[meteorite-list] Leonids in Colorado

From: Joy Murakami <murakamij005_at_meteoritecentral.com>
Date: Thu Apr 22 09:47:12 2004
Message-ID: <001201c1708a$71db74d0$6701a8c0_at_D1PSP011>

Hi,

(My apologies to the list about my very unrigorous comments about Forest 033
as E7 for E6 in the thread on LL7's! ...and thanks to Bernd for keeping a
short leash on us romantics...)

Here in 'sunny Hawaii' last night was one of the best-seeing high-contrast
nights in a long time...a cloudless dark sky w/ Jupiter 'n Mars and most of
the stars just staring incredibly colorfully and not flickering, the haze in
the Pleides and Orion's sword drawing my eyes a thousand times, looking like
comet Hyakutake did, not a breeze, but a hint of dew on everything... and
off in the horizon the ocean was smooth and glass-like, reflecting the light
of solitary hand-line fishers in their tiny launches and an interisland
cruise liner anchored miles beyond Diamond Head.

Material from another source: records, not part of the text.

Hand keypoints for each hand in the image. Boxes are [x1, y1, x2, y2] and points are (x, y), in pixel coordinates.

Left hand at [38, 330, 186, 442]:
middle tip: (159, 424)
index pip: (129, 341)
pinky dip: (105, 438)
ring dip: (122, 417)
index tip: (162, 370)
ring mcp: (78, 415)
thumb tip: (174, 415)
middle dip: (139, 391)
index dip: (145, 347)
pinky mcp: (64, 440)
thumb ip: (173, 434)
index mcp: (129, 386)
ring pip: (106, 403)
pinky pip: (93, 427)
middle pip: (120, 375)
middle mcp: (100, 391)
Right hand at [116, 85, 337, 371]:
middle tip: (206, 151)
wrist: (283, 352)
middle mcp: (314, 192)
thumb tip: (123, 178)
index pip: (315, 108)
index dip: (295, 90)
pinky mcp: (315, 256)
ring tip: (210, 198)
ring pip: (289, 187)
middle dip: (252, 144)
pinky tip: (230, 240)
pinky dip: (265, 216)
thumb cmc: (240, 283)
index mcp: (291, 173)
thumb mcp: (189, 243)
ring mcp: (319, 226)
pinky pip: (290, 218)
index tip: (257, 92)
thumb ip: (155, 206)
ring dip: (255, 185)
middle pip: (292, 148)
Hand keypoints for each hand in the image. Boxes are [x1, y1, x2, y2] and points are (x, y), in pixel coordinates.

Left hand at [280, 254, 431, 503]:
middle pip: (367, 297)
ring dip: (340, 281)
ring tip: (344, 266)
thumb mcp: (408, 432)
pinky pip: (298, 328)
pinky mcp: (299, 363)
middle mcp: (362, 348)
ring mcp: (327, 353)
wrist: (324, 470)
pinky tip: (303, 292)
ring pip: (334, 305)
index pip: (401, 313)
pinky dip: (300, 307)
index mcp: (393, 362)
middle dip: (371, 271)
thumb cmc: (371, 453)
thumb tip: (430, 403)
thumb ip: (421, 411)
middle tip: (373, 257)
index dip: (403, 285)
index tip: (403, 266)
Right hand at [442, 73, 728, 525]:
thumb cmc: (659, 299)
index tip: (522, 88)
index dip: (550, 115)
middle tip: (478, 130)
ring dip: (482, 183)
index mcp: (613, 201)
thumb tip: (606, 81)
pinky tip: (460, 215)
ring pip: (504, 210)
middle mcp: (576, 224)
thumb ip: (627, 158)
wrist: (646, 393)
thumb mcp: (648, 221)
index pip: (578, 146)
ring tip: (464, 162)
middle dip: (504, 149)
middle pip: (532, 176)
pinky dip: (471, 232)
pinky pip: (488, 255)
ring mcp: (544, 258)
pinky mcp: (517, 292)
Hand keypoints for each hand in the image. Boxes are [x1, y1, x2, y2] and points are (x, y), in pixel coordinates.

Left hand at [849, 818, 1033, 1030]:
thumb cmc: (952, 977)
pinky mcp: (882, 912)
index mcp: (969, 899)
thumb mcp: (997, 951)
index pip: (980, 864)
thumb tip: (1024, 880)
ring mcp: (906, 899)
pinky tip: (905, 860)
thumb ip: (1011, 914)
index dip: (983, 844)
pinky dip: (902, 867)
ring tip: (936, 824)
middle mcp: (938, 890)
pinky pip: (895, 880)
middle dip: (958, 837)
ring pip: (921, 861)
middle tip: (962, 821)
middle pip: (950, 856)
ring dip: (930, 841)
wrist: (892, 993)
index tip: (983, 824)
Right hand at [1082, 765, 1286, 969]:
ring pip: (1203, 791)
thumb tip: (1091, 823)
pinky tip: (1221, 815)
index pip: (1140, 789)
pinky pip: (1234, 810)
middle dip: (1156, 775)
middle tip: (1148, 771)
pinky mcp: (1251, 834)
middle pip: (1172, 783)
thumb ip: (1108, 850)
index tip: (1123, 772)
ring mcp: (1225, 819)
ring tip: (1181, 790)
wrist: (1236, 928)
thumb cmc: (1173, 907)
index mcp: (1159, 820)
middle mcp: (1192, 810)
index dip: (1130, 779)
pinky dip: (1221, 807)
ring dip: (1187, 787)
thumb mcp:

My chosen viewing spot was
my backyard which faces away from Diamond Heand and to the East NE to the
dark Koolaus, blocked from Honolulu and Waikiki's formidable lite polution
by my home itself.

It was very nice. No, it wasn't a super spectacular shower between 12 and
3, not like the reports from the East Coast...but it certainly was a treat
seeing perhaps 1-2 meteors per minute with moments of seeing 2's and 3's
simultaneously. Most were long orange streaks reaching half the sky from
east to west with an occasional larger one that spanned the entire sky. An
occasional darker one would streak across at seemingly twice the speed
(optical illusion??) Occasionally a hint of green and bright yellow, a
fading dust trail looking like parallel lines, more puffy liinear dust
trails close to the eastern horizon glowing for a moment then dissolving
away..so silent, quiet. Couldn't put my binoculars to my eyes to go
star-hopping for fear of missing another spectacular one or two...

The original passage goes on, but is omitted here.